→ Exercise prompt
Return only those lines of the material that contain "Buren".

========================

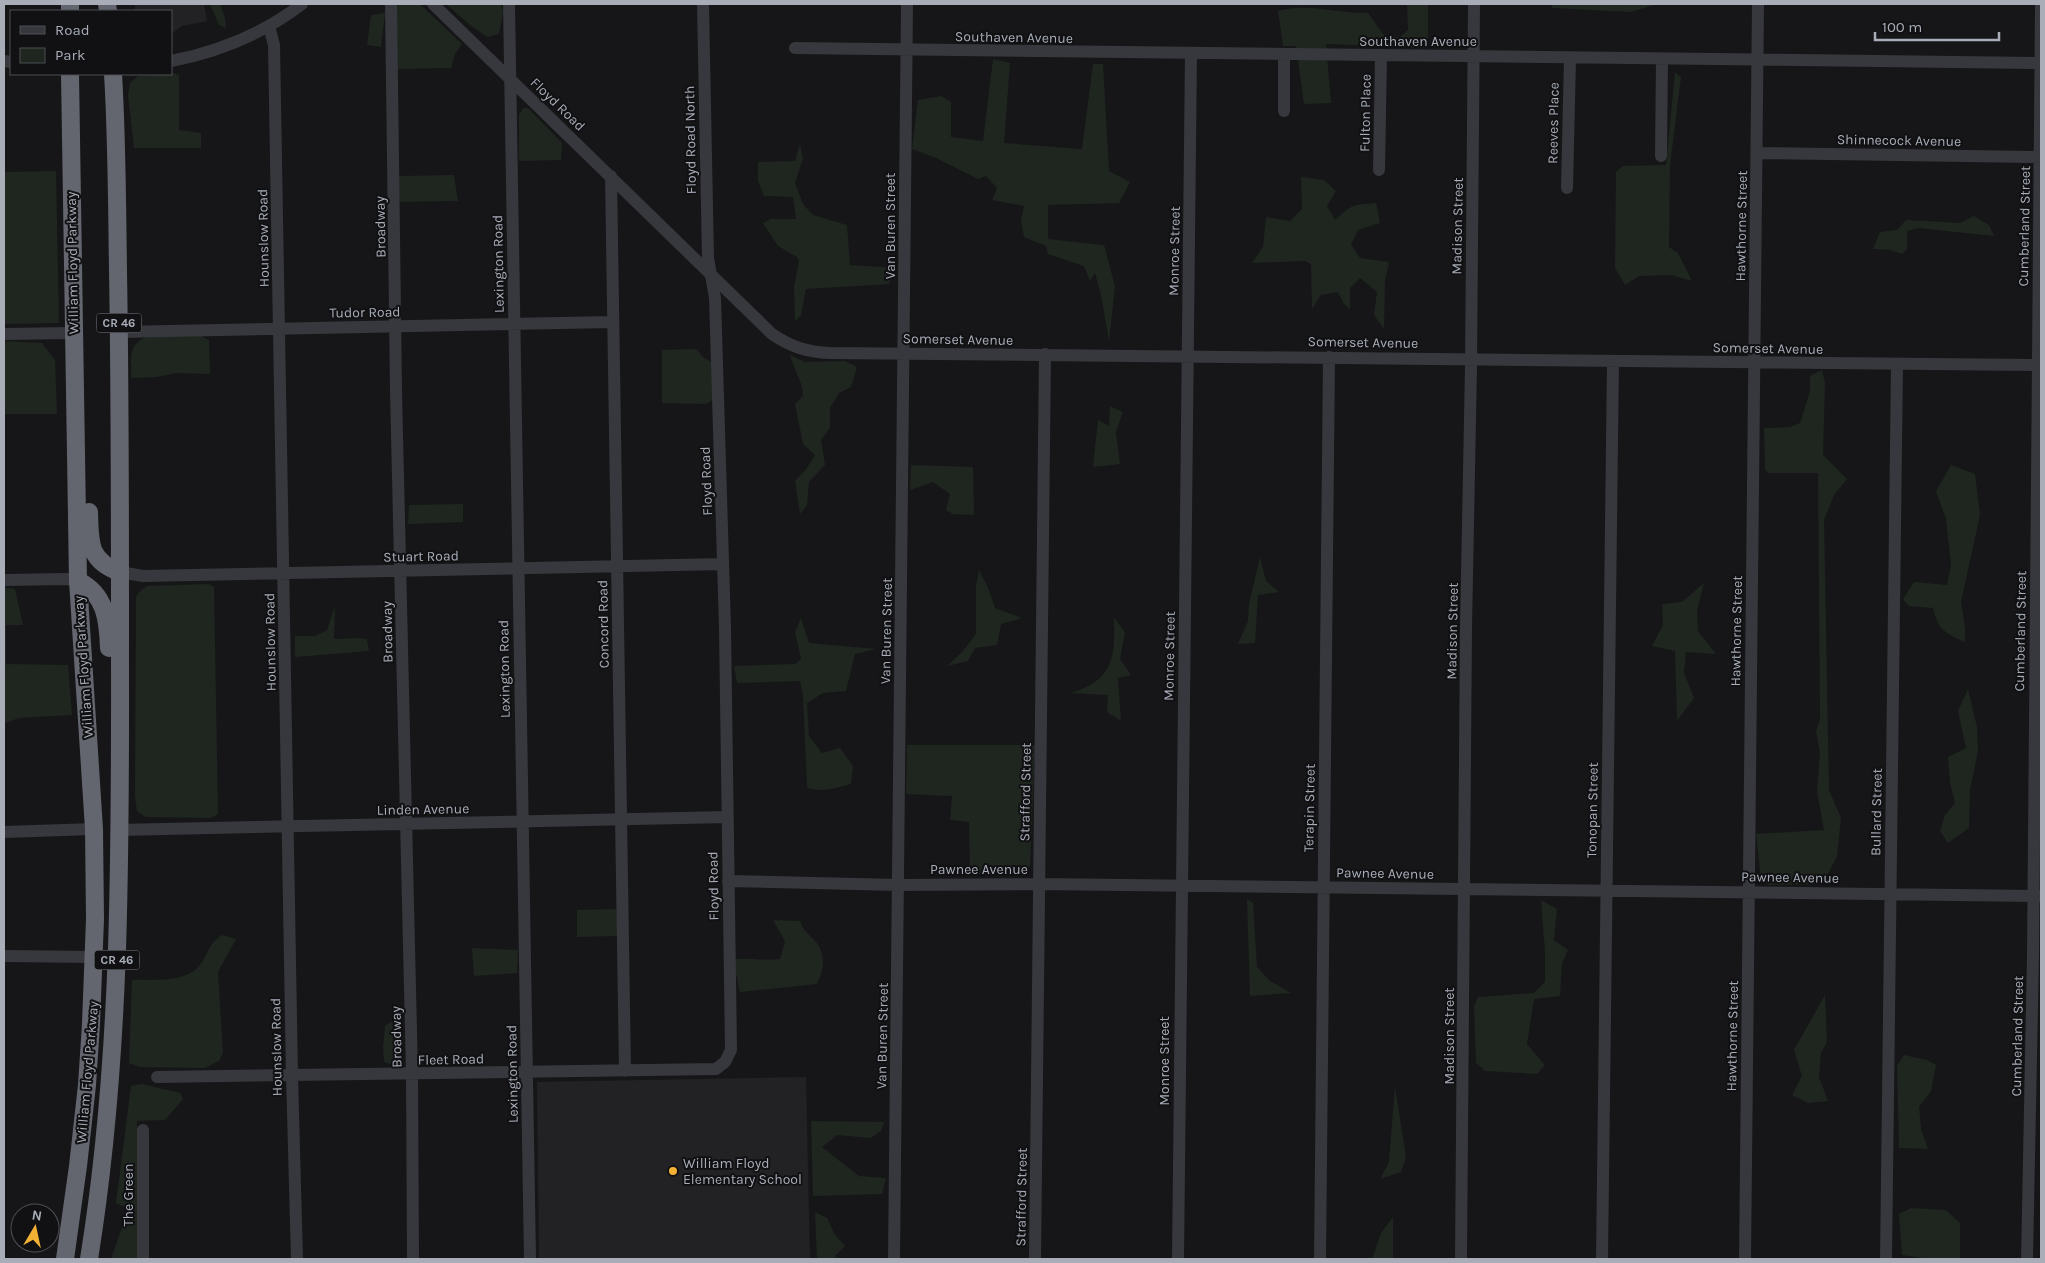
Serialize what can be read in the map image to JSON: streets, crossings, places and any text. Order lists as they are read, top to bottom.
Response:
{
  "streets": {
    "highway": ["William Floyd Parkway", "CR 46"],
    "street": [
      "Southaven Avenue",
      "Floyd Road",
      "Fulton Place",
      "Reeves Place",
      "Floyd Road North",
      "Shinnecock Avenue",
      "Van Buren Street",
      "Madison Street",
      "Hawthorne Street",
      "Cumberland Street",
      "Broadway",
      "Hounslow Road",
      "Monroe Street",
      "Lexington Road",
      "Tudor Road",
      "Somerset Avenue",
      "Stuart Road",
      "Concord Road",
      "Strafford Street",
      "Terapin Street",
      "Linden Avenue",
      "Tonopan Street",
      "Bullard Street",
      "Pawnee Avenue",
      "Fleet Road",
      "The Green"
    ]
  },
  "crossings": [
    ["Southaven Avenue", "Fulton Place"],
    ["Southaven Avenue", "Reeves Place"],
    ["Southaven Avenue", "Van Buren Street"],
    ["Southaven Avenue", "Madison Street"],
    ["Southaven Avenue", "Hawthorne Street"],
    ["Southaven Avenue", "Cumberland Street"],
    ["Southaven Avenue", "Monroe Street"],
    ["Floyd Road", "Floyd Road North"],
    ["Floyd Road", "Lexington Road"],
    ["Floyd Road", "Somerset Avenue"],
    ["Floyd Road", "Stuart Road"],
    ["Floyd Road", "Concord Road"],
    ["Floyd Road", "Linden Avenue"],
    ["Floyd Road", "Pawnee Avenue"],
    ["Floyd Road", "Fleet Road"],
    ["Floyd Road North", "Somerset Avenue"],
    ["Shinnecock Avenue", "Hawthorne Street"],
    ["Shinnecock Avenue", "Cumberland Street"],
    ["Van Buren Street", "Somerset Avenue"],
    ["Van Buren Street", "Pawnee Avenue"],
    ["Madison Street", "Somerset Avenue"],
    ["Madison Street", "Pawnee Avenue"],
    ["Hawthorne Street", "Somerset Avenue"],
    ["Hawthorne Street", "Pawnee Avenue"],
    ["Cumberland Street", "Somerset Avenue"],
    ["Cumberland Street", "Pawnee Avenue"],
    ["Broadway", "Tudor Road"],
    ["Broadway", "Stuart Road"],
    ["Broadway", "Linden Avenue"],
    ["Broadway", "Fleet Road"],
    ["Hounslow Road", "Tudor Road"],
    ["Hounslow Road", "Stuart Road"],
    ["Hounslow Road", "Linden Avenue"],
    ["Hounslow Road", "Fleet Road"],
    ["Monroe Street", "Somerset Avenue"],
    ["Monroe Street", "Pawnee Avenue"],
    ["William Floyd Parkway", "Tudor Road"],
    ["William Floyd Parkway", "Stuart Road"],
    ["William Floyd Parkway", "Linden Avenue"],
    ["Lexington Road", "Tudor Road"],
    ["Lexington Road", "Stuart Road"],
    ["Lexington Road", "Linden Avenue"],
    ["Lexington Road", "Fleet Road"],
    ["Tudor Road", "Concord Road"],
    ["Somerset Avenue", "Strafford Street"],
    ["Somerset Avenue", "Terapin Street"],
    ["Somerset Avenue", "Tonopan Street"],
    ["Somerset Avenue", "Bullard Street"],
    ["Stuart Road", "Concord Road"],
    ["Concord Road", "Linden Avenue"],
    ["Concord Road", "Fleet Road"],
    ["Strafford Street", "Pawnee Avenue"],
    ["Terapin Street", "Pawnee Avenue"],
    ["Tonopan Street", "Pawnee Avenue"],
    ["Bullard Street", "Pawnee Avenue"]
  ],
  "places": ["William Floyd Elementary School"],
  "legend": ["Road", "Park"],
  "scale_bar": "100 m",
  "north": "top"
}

========================

→ Result of the exercise
      "Van Buren Street",
    ["Southaven Avenue", "Van Buren Street"],
    ["Van Buren Street", "Somerset Avenue"],
    ["Van Buren Street", "Pawnee Avenue"],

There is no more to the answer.